Bundespräsidentin Simonetta Sommaruga hat am 1. August bei der Bundesfeier auf dem Rütli stellvertretend für zahllose Menschen, die sich während der Corona-Zeit für andere Menschen und für die Gesellschaft engagierten, aus jedem der 26 Kantone sowie aus der «Fünften Schweiz» je eine Frau und einen Mann für ihren Einsatz geehrt.

Für den Kanton Luzern wurde Regula Erazo geehrt. Sie hat sich während der Corona-Zeit gemeinsam mit dem Team der Beratungsstelle für Sans-Papiers in ausserordentlicher Art und Weise für die Menschen eingesetzt, die ohne Aufenthaltsbewilligung im Kanton Luzern leben und arbeiten. Diese sogenannten «primären Sans-Papiers» bestreiten ihren Lebensunterhalt durch vielfältigste Arbeiten in den untersten Lohnsektoren. Durch die Corona-Krise wurden sie von heute auf morgen von den Arbeitgebenden entlassen – dies ohne einen Anspruch auf Erwerbsausfallentschädigung oder Kurzarbeit. Niemand von ihnen hat eine Krankenkasse, einen Arbeits- oder Mietvertrag. Alle waren akut sowohl von Obdachlosigkeit als auch Hunger bedroht. Unter ihnen auch Familien mit Kindern, schwangere Frauen und kranke Menschen. Da die meisten Hilfesuchenden aus dem asiatischen Raum stammen erzählten einige, dass sie alleine wegen ihres Aussehens entlassen wurden. Zusätzlich fielen sie im öffentlichen Raum besonders auf und trauten sich deswegen in ihrer Not nicht mehr auf die Strasse.

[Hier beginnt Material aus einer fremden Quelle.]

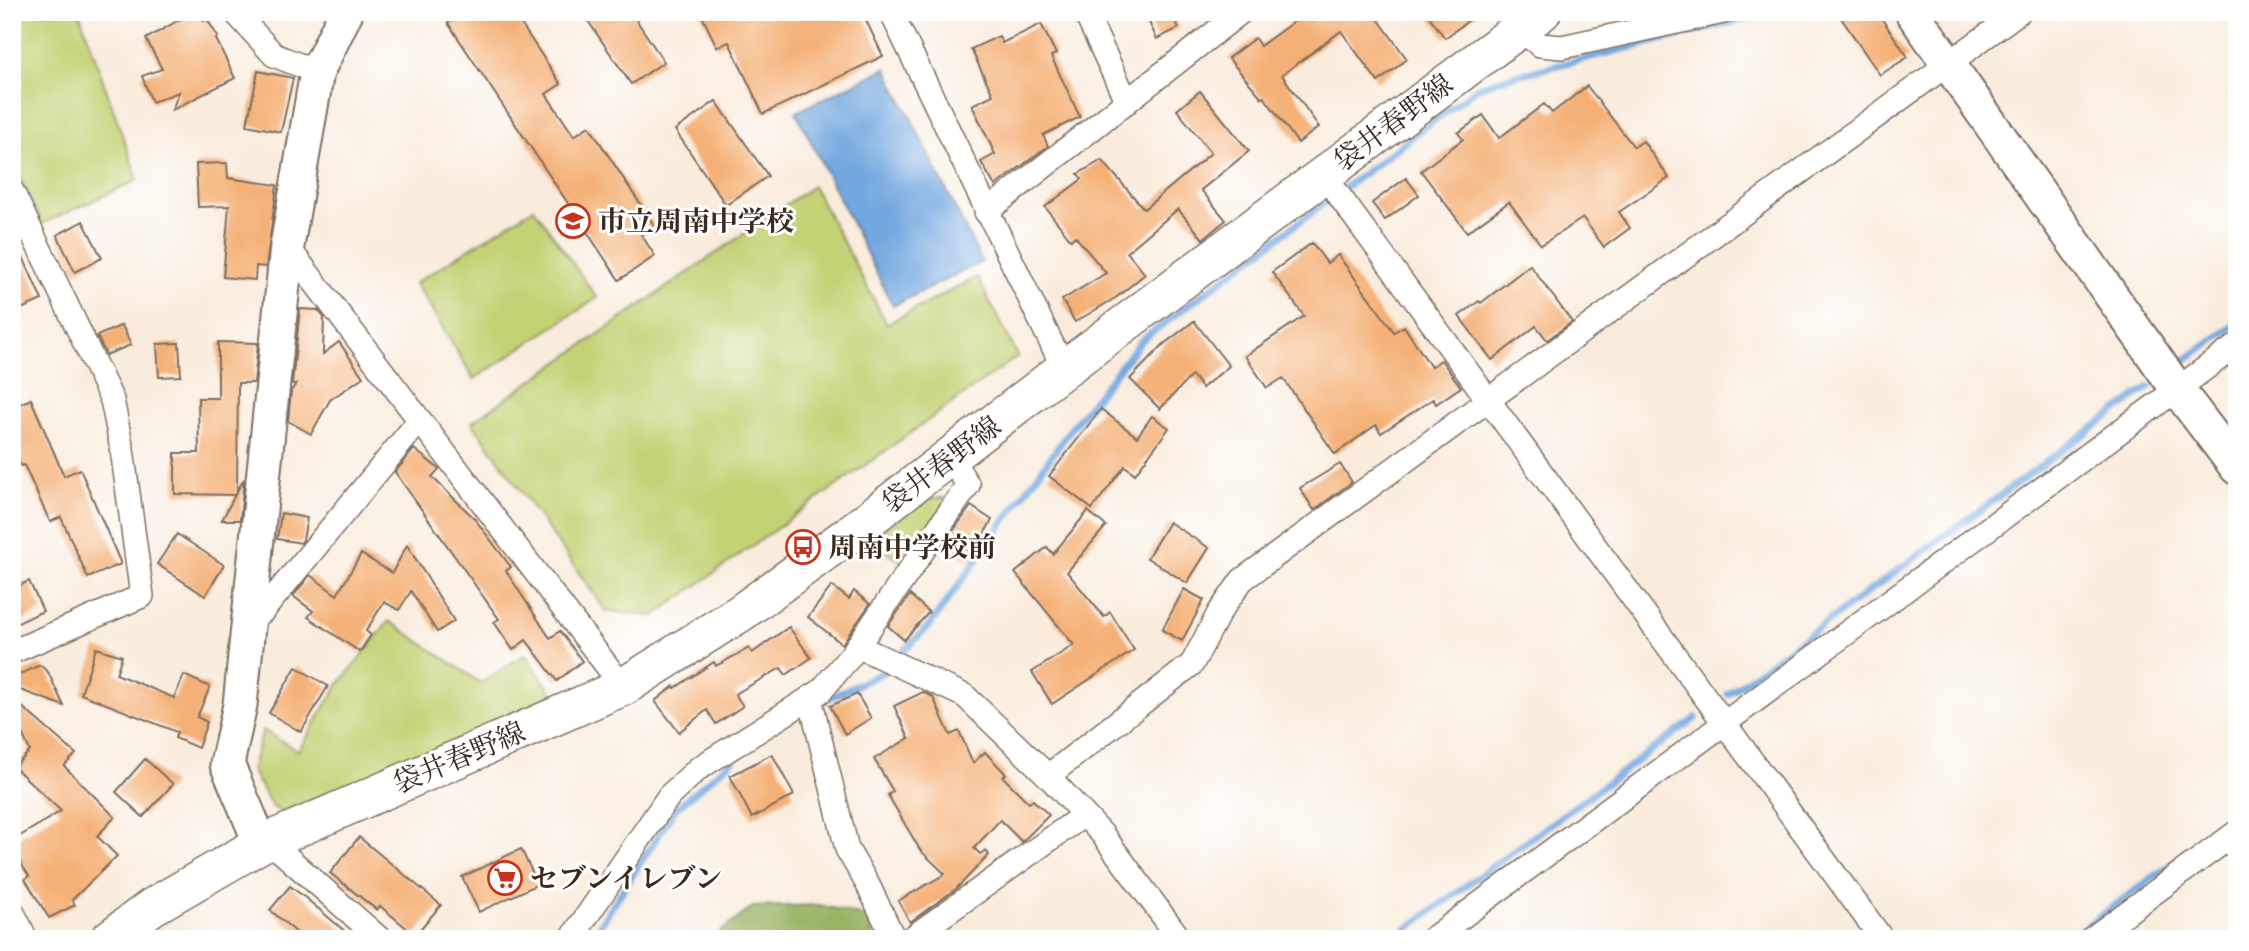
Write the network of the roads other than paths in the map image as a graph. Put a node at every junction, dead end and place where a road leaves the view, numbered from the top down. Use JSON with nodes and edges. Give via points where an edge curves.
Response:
{"nodes":[{"id":1,"x":235,"y":12,"type":"edge"},
{"id":2,"x":346,"y":12,"type":"edge"},
{"id":3,"x":891,"y":12,"type":"edge"},
{"id":4,"x":1085,"y":12,"type":"edge"},
{"id":5,"x":1241,"y":12,"type":"edge"},
{"id":6,"x":1723,"y":12,"type":"edge"},
{"id":7,"x":1912,"y":12,"type":"edge"},
{"id":8,"x":2019,"y":12,"type":"edge"},
{"id":9,"x":1530,"y":20,"type":"edge"},
{"id":10,"x":1947,"y":65,"type":"junction"},
{"id":11,"x":317,"y":72,"type":"junction"},
{"id":12,"x":1127,"y":102,"type":"junction"},
{"id":13,"x":1324,"y":174,"type":"junction"},
{"id":14,"x":12,"y":191,"type":"edge"},
{"id":15,"x":986,"y":212,"type":"junction"},
{"id":16,"x":287,"y":246,"type":"junction"},
{"id":17,"x":2237,"y":345,"type":"edge"},
{"id":18,"x":1064,"y":369,"type":"junction"},
{"id":19,"x":2177,"y":388,"type":"junction"},
{"id":20,"x":1489,"y":401,"type":"junction"},
{"id":21,"x":419,"y":421,"type":"junction"},
{"id":22,"x":950,"y":457,"type":"junction"},
{"id":23,"x":2237,"y":468,"type":"edge"},
{"id":24,"x":249,"y":614,"type":"junction"},
{"id":25,"x":857,"y":646,"type":"junction"},
{"id":26,"x":12,"y":652,"type":"edge"},
{"id":27,"x":623,"y":687,"type":"junction"},
{"id":28,"x":810,"y":698,"type":"junction"},
{"id":29,"x":1724,"y":722,"type":"junction"},
{"id":30,"x":1048,"y":776,"type":"junction"},
{"id":31,"x":1084,"y":815,"type":"junction"},
{"id":32,"x":2237,"y":832,"type":"edge"},
{"id":33,"x":265,"y":842,"type":"junction"},
{"id":34,"x":12,"y":911,"type":"edge"},
{"id":35,"x":26,"y":939,"type":"edge"},
{"id":36,"x":110,"y":939,"type":"edge"},
{"id":37,"x":380,"y":939,"type":"edge"},
{"id":38,"x":571,"y":939,"type":"edge"},
{"id":39,"x":894,"y":939,"type":"edge"},
{"id":40,"x":910,"y":939,"type":"edge"},
{"id":41,"x":1180,"y":939,"type":"edge"},
{"id":42,"x":1432,"y":939,"type":"edge"},
{"id":43,"x":1882,"y":939,"type":"edge"},
{"id":44,"x":2091,"y":939,"type":"edge"}],
"edges":[{"from":1,"to":11,"type":"street","via":[[274,55]]},
{"from":2,"to":11,"type":"street"},
{"from":3,"to":15,"type":"street"},
{"from":4,"to":12,"type":"street"},
{"from":5,"to":12,"type":"street"},
{"from":6,"to":9,"type":"street","via":[[1562,47],[1540,45]]},
{"from":7,"to":10,"type":"street"},
{"from":8,"to":10,"type":"street"},
{"from":9,"to":13,"type":"main road","name":"袋井春野線"},
{"from":10,"to":19,"type":"street"},
{"from":10,"to":20,"type":"street"},
{"from":11,"to":16,"type":"street"},
{"from":12,"to":15,"type":"street"},
{"from":13,"to":18,"type":"main road","name":"袋井春野線"},
{"from":13,"to":20,"type":"street"},
{"from":14,"to":26,"type":"street","via":[[112,401],[142,596]]},
{"from":15,"to":18,"type":"street"},
{"from":16,"to":21,"type":"street"},
{"from":16,"to":24,"type":"street"},
{"from":17,"to":19,"type":"street"},
{"from":18,"to":22,"type":"main road","name":"袋井春野線"},
{"from":19,"to":23,"type":"street"},
{"from":19,"to":29,"type":"street"},
{"from":20,"to":29,"type":"street"},
{"from":20,"to":30,"type":"street","via":[[1242,580],[1192,664]]},
{"from":21,"to":24,"type":"street","via":[[262,612]]},
{"from":21,"to":27,"type":"street"},
{"from":22,"to":25,"type":"street","via":[[968,485]]},
{"from":22,"to":27,"type":"main road","name":"袋井春野線","via":[[742,612]]},
{"from":24,"to":33,"type":"street","via":[[240,705],[227,764]]},
{"from":25,"to":28,"type":"street"},
{"from":25,"to":30,"type":"street","via":[[965,696]]},
{"from":27,"to":33,"type":"main road","name":"袋井春野線"},
{"from":28,"to":38,"type":"street","via":[[699,768],[669,796]]},
{"from":28,"to":39,"type":"street","via":[[847,849]]},
{"from":29,"to":42,"type":"street"},
{"from":29,"to":43,"type":"street"},
{"from":30,"to":31,"type":"street"},
{"from":31,"to":40,"type":"street"},
{"from":31,"to":41,"type":"street"},
{"from":32,"to":44,"type":"street"},
{"from":33,"to":36,"type":"main road","name":"袋井春野線","via":[[152,907]]},
{"from":33,"to":37,"type":"street"},
{"from":34,"to":35,"type":"street"}]}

Der Verein Kontakt- und Beratungsstelle für Sans-Papiers Luzern lancierte bereits am Anfang des Lockdowns einen Spendenaufruf, der auf grosse Resonanz stiess.  Gleichzeitig wuchs die Zahl der Hilfesuchenden, so dass innerhalb von drei Wochen über 120 Dossiers zu bearbeiten waren. Die aussergewöhnliche Situation und materielle Not der primären Sans-Papiers stellte die Beratungsstelle vor grosse Herausforderungen: In kürzester Zeit mussten Kriterien definiert werden, die es gemäss den in der Bundesverfassung verankerten Grundrechten erlauben, eine zeitlich begrenzte Soforthilfe zu gewährleisten. Dazu gehören u.a. die Gesundheit (Krankenkassenprämien), aber auch die Sicherung eines minimalen Grundbedarfs, um sowohl Hunger als auch Obdachlosigkeit vorzubeugen. Für die Umsetzung der Soforthilfe mussten professionelle Abläufe entwickelt werden.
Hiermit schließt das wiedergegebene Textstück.